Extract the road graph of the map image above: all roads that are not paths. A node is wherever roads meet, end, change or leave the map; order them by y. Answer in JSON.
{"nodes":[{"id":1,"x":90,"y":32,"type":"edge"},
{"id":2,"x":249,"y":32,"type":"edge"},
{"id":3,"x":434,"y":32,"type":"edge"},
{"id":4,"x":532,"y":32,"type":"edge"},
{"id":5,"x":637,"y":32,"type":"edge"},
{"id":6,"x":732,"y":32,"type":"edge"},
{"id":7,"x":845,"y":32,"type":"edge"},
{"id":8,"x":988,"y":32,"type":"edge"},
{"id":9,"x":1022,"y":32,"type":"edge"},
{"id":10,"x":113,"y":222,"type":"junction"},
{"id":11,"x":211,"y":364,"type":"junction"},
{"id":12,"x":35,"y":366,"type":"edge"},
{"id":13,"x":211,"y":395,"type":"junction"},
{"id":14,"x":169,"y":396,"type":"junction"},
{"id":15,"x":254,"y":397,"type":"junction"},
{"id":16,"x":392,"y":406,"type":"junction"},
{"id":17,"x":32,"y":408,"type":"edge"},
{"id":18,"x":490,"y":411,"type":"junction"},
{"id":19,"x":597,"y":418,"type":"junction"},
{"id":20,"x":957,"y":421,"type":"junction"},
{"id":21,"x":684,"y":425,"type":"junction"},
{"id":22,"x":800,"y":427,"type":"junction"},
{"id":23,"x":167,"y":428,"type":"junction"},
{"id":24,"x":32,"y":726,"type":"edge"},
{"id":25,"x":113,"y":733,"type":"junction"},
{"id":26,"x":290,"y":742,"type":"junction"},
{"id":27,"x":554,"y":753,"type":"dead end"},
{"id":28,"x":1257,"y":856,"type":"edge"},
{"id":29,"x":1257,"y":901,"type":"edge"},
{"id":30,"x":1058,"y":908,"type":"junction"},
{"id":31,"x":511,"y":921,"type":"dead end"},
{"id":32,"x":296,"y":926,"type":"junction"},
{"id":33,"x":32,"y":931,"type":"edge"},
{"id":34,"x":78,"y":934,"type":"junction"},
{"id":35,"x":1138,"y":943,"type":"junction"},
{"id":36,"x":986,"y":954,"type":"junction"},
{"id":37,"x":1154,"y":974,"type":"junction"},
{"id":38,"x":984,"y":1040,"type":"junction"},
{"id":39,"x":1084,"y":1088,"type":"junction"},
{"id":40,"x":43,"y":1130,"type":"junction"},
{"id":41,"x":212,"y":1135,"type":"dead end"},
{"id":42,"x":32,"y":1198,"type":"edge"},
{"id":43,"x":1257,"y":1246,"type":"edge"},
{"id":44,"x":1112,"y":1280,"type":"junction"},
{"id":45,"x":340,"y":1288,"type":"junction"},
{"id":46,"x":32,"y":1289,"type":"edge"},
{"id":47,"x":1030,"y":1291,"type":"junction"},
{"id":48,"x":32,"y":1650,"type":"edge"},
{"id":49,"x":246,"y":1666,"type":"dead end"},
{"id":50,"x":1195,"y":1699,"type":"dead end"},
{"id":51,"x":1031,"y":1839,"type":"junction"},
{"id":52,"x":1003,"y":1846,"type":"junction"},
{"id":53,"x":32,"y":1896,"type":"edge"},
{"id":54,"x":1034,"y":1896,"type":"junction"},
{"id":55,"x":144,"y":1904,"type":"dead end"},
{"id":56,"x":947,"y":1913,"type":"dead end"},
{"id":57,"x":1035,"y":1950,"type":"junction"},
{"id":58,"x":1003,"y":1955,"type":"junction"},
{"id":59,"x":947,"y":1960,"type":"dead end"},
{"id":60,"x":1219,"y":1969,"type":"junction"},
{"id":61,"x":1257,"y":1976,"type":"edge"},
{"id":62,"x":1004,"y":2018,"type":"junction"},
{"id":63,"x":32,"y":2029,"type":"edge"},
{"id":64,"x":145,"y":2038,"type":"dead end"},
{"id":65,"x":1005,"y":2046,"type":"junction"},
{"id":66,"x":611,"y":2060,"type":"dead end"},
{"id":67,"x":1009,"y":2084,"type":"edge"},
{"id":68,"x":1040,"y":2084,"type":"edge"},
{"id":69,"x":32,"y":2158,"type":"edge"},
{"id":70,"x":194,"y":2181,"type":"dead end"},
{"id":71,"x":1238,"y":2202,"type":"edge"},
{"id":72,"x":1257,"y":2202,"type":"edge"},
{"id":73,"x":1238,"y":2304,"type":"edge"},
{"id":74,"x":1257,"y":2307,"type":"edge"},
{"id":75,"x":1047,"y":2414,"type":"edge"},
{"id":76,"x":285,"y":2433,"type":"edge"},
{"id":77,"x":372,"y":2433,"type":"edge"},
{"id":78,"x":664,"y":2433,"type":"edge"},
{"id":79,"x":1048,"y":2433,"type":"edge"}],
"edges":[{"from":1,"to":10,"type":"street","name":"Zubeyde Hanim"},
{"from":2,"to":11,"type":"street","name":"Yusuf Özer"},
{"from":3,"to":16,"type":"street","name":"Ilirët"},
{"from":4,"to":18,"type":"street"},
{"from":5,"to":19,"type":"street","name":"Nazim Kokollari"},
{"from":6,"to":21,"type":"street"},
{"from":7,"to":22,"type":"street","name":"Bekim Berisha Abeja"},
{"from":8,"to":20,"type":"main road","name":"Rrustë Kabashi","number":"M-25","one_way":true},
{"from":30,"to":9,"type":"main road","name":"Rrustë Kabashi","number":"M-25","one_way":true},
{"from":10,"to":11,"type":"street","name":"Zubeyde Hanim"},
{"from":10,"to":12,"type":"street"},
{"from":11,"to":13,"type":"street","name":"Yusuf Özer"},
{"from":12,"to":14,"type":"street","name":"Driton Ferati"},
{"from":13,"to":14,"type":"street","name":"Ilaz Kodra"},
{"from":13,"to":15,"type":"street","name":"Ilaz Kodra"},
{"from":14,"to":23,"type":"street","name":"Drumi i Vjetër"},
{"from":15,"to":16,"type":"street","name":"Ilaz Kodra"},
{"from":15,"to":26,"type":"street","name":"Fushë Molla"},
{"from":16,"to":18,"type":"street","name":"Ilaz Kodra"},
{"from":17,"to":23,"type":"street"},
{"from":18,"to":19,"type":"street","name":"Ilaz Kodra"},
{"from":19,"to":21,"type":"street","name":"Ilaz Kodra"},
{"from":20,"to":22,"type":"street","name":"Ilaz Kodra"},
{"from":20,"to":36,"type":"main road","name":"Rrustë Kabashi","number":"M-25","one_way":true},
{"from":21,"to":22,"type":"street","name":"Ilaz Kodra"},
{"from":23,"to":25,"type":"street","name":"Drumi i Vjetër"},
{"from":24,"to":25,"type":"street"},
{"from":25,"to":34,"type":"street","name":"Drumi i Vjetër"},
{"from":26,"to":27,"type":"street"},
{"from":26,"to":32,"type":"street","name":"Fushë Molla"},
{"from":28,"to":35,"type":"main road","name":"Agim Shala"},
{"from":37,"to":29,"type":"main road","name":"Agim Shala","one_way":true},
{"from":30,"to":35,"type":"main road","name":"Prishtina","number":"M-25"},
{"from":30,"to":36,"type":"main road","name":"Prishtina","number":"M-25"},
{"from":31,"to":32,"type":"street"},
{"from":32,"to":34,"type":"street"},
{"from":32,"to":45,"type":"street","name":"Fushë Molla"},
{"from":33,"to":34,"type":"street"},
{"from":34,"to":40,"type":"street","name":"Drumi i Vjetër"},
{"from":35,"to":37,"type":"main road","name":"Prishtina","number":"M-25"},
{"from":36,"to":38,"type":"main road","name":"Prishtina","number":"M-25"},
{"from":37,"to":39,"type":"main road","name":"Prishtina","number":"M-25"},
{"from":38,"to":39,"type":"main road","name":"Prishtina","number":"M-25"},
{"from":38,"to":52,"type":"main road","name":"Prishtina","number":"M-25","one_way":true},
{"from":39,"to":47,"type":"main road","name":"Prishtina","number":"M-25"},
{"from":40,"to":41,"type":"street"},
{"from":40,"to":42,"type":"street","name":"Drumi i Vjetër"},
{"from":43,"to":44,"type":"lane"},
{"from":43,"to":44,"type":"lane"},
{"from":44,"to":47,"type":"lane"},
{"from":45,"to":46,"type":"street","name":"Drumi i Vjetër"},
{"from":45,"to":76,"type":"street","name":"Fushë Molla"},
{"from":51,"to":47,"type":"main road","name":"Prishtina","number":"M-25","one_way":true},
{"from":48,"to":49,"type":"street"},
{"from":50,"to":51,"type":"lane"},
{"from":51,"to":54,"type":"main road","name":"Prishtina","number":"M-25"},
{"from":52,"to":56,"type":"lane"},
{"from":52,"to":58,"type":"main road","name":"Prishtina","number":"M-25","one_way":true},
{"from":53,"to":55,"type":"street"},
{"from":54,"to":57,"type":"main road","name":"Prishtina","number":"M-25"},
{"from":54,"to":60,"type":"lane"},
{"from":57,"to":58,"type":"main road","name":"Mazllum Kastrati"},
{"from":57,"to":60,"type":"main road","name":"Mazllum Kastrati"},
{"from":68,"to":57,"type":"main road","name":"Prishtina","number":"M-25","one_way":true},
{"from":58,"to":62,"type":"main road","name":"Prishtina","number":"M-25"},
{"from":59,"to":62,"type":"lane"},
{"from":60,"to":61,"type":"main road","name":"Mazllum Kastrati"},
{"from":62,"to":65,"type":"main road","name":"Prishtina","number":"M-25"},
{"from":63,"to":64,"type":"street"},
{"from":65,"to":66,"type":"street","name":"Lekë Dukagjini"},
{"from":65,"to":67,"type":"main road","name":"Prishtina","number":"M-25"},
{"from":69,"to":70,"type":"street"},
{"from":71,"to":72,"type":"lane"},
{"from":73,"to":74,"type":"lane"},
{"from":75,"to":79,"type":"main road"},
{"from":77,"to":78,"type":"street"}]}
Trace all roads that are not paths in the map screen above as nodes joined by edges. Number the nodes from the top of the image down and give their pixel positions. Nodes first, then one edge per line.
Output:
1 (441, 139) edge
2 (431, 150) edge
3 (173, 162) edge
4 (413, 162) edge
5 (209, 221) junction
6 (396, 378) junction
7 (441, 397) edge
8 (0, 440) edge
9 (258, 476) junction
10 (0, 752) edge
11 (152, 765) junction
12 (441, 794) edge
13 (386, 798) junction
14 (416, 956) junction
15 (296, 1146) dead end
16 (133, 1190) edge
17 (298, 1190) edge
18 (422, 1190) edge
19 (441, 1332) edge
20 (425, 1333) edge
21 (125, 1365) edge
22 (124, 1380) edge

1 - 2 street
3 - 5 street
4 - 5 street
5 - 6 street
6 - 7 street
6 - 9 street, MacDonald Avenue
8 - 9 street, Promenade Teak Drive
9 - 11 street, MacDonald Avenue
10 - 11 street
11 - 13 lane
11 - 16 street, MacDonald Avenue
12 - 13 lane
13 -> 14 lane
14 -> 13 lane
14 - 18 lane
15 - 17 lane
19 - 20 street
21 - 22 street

· · · ·

Extract each line holding the word "roads" from the records.

Extract the road graph of the map image above: all roads that are not paths. A node is wherever roads meet, end, change or leave the map; order them by y. Answer in JSON.
Trace all roads that are not paths in the map screen above as nodes joined by edges. Number the nodes from the top of the image down and give their pixel positions. Nodes first, then one edge per line.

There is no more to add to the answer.